Report each line of the records below that holds the word "Please".

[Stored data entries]
Segment Open
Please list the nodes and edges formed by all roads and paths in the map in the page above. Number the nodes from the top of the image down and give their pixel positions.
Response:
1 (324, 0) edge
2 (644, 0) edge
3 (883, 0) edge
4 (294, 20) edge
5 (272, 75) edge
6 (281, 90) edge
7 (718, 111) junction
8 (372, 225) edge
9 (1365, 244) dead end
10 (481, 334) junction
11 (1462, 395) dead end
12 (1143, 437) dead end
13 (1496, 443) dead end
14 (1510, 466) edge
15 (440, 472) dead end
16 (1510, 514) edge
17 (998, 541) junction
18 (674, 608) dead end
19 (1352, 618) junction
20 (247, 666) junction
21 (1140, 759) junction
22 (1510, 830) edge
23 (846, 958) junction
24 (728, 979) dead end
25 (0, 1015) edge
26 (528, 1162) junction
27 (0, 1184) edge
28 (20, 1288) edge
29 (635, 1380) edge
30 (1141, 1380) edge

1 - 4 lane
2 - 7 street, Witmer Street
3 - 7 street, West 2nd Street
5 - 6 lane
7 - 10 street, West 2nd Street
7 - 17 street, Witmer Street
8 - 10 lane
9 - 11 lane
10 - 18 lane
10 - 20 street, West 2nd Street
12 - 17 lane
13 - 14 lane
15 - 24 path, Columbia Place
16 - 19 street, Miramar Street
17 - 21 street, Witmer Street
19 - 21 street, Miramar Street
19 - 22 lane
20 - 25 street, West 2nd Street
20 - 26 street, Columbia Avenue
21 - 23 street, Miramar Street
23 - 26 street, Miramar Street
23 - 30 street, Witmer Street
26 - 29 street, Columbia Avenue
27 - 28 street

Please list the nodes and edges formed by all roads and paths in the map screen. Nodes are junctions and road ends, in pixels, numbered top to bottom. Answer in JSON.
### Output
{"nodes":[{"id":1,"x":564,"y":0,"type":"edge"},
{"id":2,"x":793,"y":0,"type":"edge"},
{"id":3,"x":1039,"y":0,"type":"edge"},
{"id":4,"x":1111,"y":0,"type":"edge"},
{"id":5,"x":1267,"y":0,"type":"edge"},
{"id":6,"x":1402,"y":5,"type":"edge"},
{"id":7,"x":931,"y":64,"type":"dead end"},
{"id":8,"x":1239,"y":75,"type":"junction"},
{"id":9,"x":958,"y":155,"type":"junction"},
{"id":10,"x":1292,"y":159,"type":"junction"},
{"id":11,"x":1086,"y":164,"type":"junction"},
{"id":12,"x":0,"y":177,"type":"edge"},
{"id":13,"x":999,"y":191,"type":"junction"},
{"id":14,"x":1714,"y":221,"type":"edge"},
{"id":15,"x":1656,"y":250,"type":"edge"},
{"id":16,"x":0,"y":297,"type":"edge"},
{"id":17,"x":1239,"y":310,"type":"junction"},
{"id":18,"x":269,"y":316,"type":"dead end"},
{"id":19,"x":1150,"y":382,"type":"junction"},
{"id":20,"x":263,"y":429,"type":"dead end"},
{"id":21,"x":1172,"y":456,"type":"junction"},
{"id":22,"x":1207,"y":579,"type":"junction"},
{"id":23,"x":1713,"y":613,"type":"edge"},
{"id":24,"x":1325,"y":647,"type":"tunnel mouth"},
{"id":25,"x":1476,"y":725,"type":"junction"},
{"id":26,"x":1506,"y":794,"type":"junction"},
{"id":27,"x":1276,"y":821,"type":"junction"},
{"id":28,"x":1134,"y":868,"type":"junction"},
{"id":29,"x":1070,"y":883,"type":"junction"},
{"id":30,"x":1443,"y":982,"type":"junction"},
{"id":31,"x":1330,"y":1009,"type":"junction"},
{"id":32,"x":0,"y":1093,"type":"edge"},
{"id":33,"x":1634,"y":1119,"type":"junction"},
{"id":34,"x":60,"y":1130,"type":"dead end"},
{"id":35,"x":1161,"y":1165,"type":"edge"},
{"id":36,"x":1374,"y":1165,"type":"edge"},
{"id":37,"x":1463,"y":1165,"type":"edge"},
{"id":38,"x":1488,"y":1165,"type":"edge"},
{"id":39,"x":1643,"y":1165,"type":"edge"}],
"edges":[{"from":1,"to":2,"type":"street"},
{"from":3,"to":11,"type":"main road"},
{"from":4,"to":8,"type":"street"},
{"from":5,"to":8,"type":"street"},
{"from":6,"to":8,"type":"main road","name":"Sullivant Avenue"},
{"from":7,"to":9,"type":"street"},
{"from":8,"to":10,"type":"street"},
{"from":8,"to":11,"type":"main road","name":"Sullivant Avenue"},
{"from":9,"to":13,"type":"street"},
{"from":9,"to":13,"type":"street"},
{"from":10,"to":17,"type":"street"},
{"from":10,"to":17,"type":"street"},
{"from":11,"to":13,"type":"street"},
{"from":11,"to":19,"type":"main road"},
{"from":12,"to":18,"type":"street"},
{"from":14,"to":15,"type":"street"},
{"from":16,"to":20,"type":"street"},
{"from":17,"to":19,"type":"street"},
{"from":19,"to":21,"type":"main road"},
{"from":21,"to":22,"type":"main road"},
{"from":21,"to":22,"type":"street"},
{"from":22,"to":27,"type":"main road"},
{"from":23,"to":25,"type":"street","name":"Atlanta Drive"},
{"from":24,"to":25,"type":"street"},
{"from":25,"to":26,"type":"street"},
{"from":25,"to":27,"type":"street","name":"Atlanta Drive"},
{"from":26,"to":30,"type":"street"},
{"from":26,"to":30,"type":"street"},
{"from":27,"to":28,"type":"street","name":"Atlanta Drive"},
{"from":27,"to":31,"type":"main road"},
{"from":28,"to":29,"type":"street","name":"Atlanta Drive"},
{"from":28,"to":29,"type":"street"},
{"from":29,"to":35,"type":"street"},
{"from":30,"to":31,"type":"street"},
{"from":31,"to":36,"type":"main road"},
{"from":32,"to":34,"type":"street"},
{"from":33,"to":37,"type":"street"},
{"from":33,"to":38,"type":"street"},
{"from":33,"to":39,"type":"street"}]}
Segment Closed
▶ [Answer to the problem]:
Please list the nodes and edges formed by all roads and paths in the map in the page above. Number the nodes from the top of the image down and give their pixel positions.
Please list the nodes and edges formed by all roads and paths in the map screen. Nodes are junctions and road ends, in pixels, numbered top to bottom. Answer in JSON.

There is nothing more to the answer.